TO DO:
Set down every record once more, exactly as given.

--- START ---

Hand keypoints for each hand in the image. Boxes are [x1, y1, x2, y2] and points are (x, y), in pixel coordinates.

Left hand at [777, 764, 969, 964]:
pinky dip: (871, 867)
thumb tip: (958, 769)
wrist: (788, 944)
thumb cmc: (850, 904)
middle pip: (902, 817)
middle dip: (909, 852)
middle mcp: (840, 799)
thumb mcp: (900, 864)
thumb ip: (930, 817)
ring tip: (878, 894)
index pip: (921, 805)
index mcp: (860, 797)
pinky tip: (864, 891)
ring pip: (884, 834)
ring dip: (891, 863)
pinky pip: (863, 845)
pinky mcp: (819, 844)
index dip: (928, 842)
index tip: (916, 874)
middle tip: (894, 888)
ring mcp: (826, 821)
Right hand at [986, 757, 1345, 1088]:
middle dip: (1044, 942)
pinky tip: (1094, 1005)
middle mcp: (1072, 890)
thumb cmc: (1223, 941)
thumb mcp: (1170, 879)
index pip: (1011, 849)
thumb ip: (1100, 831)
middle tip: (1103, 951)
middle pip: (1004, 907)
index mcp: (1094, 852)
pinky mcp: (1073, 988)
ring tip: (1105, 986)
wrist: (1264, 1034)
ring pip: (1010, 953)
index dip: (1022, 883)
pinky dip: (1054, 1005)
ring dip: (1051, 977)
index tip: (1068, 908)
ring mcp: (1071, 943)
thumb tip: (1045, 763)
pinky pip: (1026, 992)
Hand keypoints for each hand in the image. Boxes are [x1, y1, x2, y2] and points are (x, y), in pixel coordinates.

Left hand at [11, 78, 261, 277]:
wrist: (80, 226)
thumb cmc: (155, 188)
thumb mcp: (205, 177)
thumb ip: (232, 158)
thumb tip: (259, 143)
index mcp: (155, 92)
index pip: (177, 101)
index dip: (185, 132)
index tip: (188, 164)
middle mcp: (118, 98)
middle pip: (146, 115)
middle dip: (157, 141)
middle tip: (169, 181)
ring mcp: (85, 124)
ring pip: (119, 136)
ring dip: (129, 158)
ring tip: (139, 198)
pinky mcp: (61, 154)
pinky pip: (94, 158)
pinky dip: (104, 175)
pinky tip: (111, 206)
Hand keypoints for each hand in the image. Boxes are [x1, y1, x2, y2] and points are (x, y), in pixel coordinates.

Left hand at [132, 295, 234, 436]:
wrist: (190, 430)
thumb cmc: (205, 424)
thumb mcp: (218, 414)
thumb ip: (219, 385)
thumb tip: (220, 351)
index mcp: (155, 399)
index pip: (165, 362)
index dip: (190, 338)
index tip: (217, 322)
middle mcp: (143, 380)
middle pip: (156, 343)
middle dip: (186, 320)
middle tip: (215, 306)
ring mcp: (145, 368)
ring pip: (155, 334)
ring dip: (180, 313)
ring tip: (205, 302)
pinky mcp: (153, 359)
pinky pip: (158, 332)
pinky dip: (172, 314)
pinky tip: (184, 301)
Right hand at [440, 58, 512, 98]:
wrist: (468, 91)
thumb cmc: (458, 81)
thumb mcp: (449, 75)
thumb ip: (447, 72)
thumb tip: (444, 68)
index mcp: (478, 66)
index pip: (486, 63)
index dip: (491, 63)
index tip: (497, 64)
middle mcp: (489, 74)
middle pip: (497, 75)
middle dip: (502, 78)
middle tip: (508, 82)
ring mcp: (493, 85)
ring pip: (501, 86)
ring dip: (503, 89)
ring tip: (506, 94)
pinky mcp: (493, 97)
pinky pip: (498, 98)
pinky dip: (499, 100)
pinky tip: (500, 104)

--- END ---

TASK RESULT:
Hand keypoints for each hand in the image. Boxes are [x1, y1, x2, y2] and points are (x, y), in pixel coordinates.

Left hand at [777, 764, 969, 964]:
pinky dip: (871, 867)
thumb tip: (958, 769)
wrist: (788, 944)
thumb cmc: (850, 904)
middle pip: (902, 817)
middle dip: (909, 852)
middle mcp: (840, 799)
thumb mcp: (900, 864)
thumb ip: (930, 817)
ring tip: (878, 894)
index pip: (921, 805)
index mcp: (860, 797)
pinky tip: (864, 891)
ring pip: (884, 834)
ring dip: (891, 863)
pinky pip: (863, 845)
pinky mcp: (819, 844)
index dip: (928, 842)
index tip: (916, 874)
middle tip: (894, 888)
ring mcp: (826, 821)
Right hand at [986, 757, 1345, 1088]:
middle dip: (1044, 942)
pinky tip: (1094, 1005)
middle mcp: (1072, 890)
thumb cmc: (1223, 941)
thumb mcp: (1170, 879)
index pip: (1011, 849)
thumb ip: (1100, 831)
middle tip: (1103, 951)
middle pip: (1004, 907)
index mcp: (1094, 852)
pinky mcp: (1073, 988)
ring tip: (1105, 986)
wrist: (1264, 1034)
ring pip: (1010, 953)
index dip: (1022, 883)
pinky dip: (1054, 1005)
ring dip: (1051, 977)
index tip: (1068, 908)
ring mcp: (1071, 943)
thumb tip: (1045, 763)
pinky pip: (1026, 992)
Hand keypoints for each hand in the image. Boxes are [x1, y1, x2, y2] and points are (x, y), in pixel coordinates.

Left hand at [11, 78, 261, 277]:
wrist: (80, 226)
thumb cmc: (155, 188)
thumb mcp: (205, 177)
thumb ip: (232, 158)
thumb tip: (259, 143)
index mcp: (155, 92)
index pip: (177, 101)
index dip: (185, 132)
index tip: (188, 164)
middle mcp: (118, 98)
middle pip: (146, 115)
middle dip: (157, 141)
middle tip: (169, 181)
ring mcp: (85, 124)
ring pip: (119, 136)
ring dip: (129, 158)
ring tip: (139, 198)
pinky mcp: (61, 154)
pinky pip: (94, 158)
pinky dip: (104, 175)
pinky tip: (111, 206)
Hand keypoints for each hand in the image. Boxes are [x1, y1, x2, y2] and points are (x, y), in pixel coordinates.

Left hand at [132, 295, 234, 436]:
wrist: (190, 430)
thumb cmc: (205, 424)
thumb mcp: (218, 414)
thumb ip: (219, 385)
thumb tip: (220, 351)
index mcp: (155, 399)
index pip: (165, 362)
index dip: (190, 338)
index tip: (217, 322)
middle mcp: (143, 380)
middle pip: (156, 343)
middle dip: (186, 320)
middle tip: (215, 306)
ring mcp: (145, 368)
ring pip: (155, 334)
ring dip: (180, 313)
ring tip: (205, 302)
pinky mcp: (153, 359)
pinky pip: (158, 332)
pinky dip: (172, 314)
pinky tip: (184, 301)
Right hand at [440, 58, 512, 98]:
wrist: (468, 91)
thumb cmc: (458, 81)
thumb mcp: (449, 75)
thumb ip: (447, 72)
thumb tip: (444, 68)
index mcp: (478, 66)
index pip: (486, 63)
index dip: (491, 63)
index tip: (497, 64)
middle mcp: (489, 74)
middle pip: (497, 75)
middle dip: (502, 78)
middle tip: (508, 82)
ring mcp: (493, 85)
ring pip: (501, 86)
ring dip: (503, 89)
ring tip: (506, 94)
pinky mcp: (493, 97)
pinky pip: (498, 98)
pinky dip: (499, 100)
pinky tip: (500, 104)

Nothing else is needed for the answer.